# I've got bluebirds!



## Danaus29 (Sep 12, 2005)

Yes, I did get outside. I opened the window and door flaps on the greenhouse. It was when I was done that I noticed them, 2 females first, then a male. They were in the tree over the rabbit shed. There is a bluebird house on a post at the back of my house. I put it there last summer because the wrens were filling it with sticks when it was drying after being painted. The wrens never used it and I kept thinking the house should be moved because it is in a bad (for me) location. Hubby and I had plans to do work along that side of the house and the bird house was slated for relocation. So of course the birds are looking it over! They have been in and out of it all week. Oh well. We'll just have to work around them.


----------



## altair (Jul 23, 2011)

We do too! I put houses up last year and we got at least one pair. Either the same pair is back in the same box or it's a different set of renters. I love to watch them.


----------



## Pony (Jan 6, 2003)

I haven't seen bluebirds yet, but they're coming, I'm sure.
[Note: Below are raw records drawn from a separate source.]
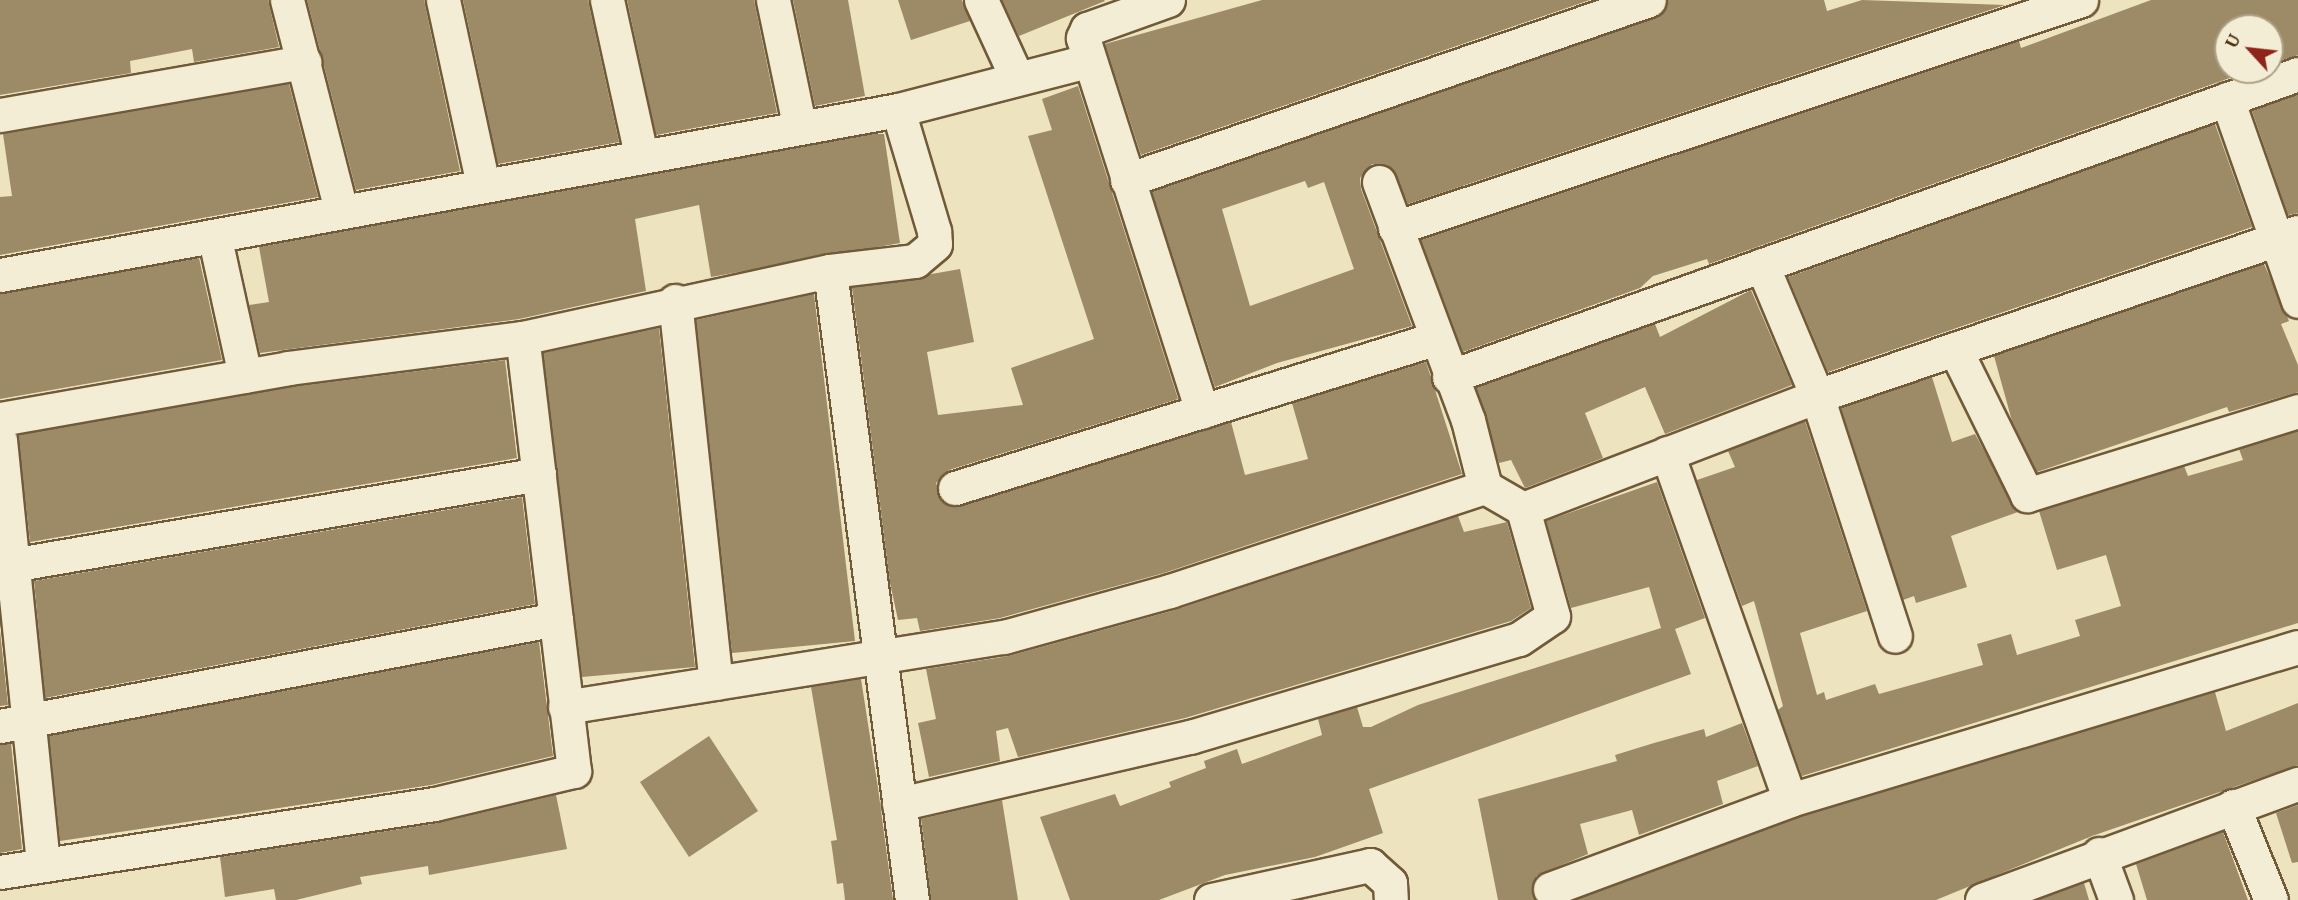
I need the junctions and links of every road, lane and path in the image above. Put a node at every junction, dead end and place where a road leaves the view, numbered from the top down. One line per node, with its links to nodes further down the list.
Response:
1 (288, 0): 11 (street)
2 (443, 0): 21 (street)
3 (607, 0): 18 (street)
4 (773, 0): 17 (street)
5 (981, 0): 13 (street)
6 (1168, 0): 10 (street)
7 (1649, 0): 19 (street)
8 (2081, 0): 9 (street)
9 (2018, 10): 23 (street)
10 (1087, 61): 13 (street); 19 (street)
11 (304, 62): 16 (street); 22 (street)
12 (2298, 74): 14 (street)
13 (1016, 76): 15 (street)
14 (2227, 99): 24 (street); 26 (street)
15 (898, 110): 17 (street); 27 (street)
16 (0, 115)
17 (799, 124): 18 (street)
18 (640, 154): 21 (street)
19 (1127, 180): 37 (street)
20 (1379, 182): 23 (street)
21 (482, 185): 22 (street)
22 (341, 210): 25 (street)
23 (1395, 228): 32 (street)
24 (2288, 235): 30 (street); 33 (street)
25 (215, 239): 28 (street); 34 (street)
26 (1762, 265): 35 (street); 36 (street)
27 (830, 271): 29 (street); 50 (street)
28 (0, 275)
29 (675, 301): 31 (street); 51 (street)
30 (2298, 301)
31 (522, 338): 34 (street); 42 (street)
32 (1434, 339): 35 (street); 37 (street)
33 (1955, 349): 36 (street); 38 (street)
34 (246, 376): 39 (street)
35 (1449, 376): 43 (street)
36 (1817, 396): 41 (street); 48 (street)
37 (1202, 411): 44 (street)
38 (2298, 411)
39 (0, 419)
40 (0, 440): 46 (street)
41 (1667, 453): 45 (street); 55 (street)
42 (539, 474): 46 (street); 47 (street)
43 (1485, 487): 45 (street); 50 (street)
44 (955, 488)
45 (1523, 509): 56 (street)
46 (5, 566): 53 (street)
47 (556, 619): 52 (street); 53 (street)
48 (1895, 636)
49 (2298, 647): 55 (street)
50 (876, 657): 51 (street); 56 (street)
51 (716, 683): 52 (street)
52 (565, 707): 59 (street)
53 (16, 723): 59 (street)
54 (2298, 784): 57 (street)
55 (1790, 800): 61 (street)
56 (899, 804): 63 (street)
57 (2233, 807): 58 (street); 67 (street)
58 (2099, 854): 65 (street); 66 (street)
59 (43, 864): 60 (street)
60 (0, 872)
61 (1550, 889)
62 (1227, 898): 64 (street)
63 (912, 900)
64 (1391, 900)
65 (1982, 900)
66 (2116, 900)
67 (2271, 900)

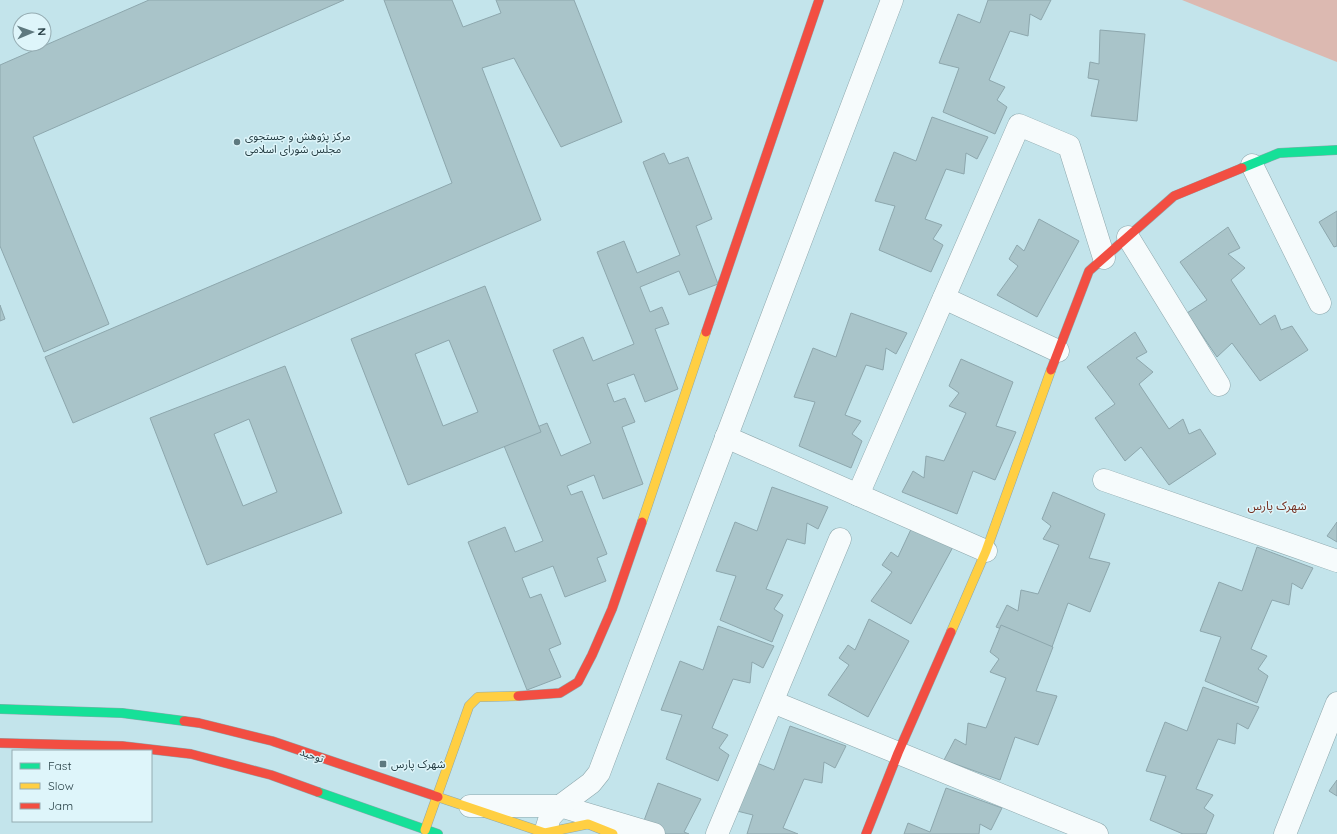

I also love the little indigo buntings... 

Waiting most of all for the redwings.


----------



## 67drake (May 6, 2020)

All I know is we have lots o birds. I don’t know half their names, but no Bluebirds or Hummingbirds yet.
We have 1900 acres of natural prairie and have the Wisconsin river in our backyard. So many varieties come through on their way north. This time of year we have to fill our tall feeder daily, I can’t believe how much they eat. I have 3 different varieties of suet cakes out, those last about 5 days or so. The thistle seed feeder gets picked at a lot, but only need to fill once a month or so.
Yesterday I walked into the back yard and noticed that one of our plastic sledding toboggans, that had a couple of inches of rainwater in it was being used as the community pool! I bet there were 15 birds in that thing. . My wife said she thinks she’ll leave it out a while longer instead of putting it away, seeing as how much the birds are enjoying it.
Funny thing is, I never paid attention to the birds, or fed them till I moved to this rural town. Now I enjoy just sitting and watching the varieties that show up. My kids think I’m just turning into a crazy old man.


----------



## Hard Aground (Oct 4, 2020)

Watching a whole heap of birds right now, they seem to congregate round the birdbaths & feeders at this time of day. Must be 50 birds in my yard, easy... the quail blocks & other feeders bring 'em in, and the birdbaths too. Sometimes I'll see 7 or 8 small birds ringing a birdbath, like they're having a convo or something. The 4 hummer feeders I put out the other day are also bringing in birds, and the local dove population already knows my address, lol. I'm just now noticing many more colorful songbirds in the area, they must have migrated north. I have to be careful with placement of feeders, quail blocks & birdbaths, otherwise that pesky Tiger will kill birds left & right. He's a real hunter and he has good camo so he blends into the background. I put everything where he has to get into the open before he can make a run at the birds. Crackhead is content to simply watch the birds, he hardly ever switches into hunting mode; his black fur stands out in the daytime, so the birds see him long before he even gets close.


----------



## Hard Aground (Oct 4, 2020)

I went out to enjoy the cool evening and water the saplings... the lingering breeze gave me an idea, and I went ahead, grabbed my shovel, and pulled two small stumps which I've been meaning to pull, since they were eyesores. Got to watch all the birds, and even my two cats joined me... that Tiger has taken to posting himself under the hummingbird feeders, in the hopes of snagging one of the little guys, but those birds are too wary of him. Tiger is lightning fast and he can leap to amazing heights, in Benson I saw him leap from a squat on the ground 6' straight up into the air to bag a hapless bird at a feeder, but he's not quite fast enough to bag a hummingbird, lol. But as long as he's focused upon the hummers, he won't be going after the songbirds at the other feeders. So apart from an occasional question or comment, I let him lurk near the hummer feeders, it's the lesser of two evils, lol.


----------



## doc- (Jun 26, 2015)

We've got a pair of bluebirds hanging around the one box I can see easily from the house. They haven't started nest building yet. They usually get chased away by the house sparrows....Redwing blackbirds have been back for two weeks, and the first robins showed up this week...Juncos haven't left yet.....Our perennial pair of Sandhill cranes have been back for about three weeks. They make a daily 6AM reconnessaince sortie, honking their primordial call as they take off....We expect the Baltimire Orioles to return as usual May 1st. Time to dig out the jelly feeders...We had a pair of barn swallows bulld their nest and raise their young under the porch roof last summer. Wondering if they'll return to this nest this year?


----------



## Danaus29 (Sep 12, 2005)

I love Barn Swallows. They are probably my favorite bird. I used to set in the feed mangers in the barn and try to be really still so I could watch them feed their babies.


----------



## Danaus29 (Sep 12, 2005)

The Carolina wrens are using one of my seedling areas as their nursery.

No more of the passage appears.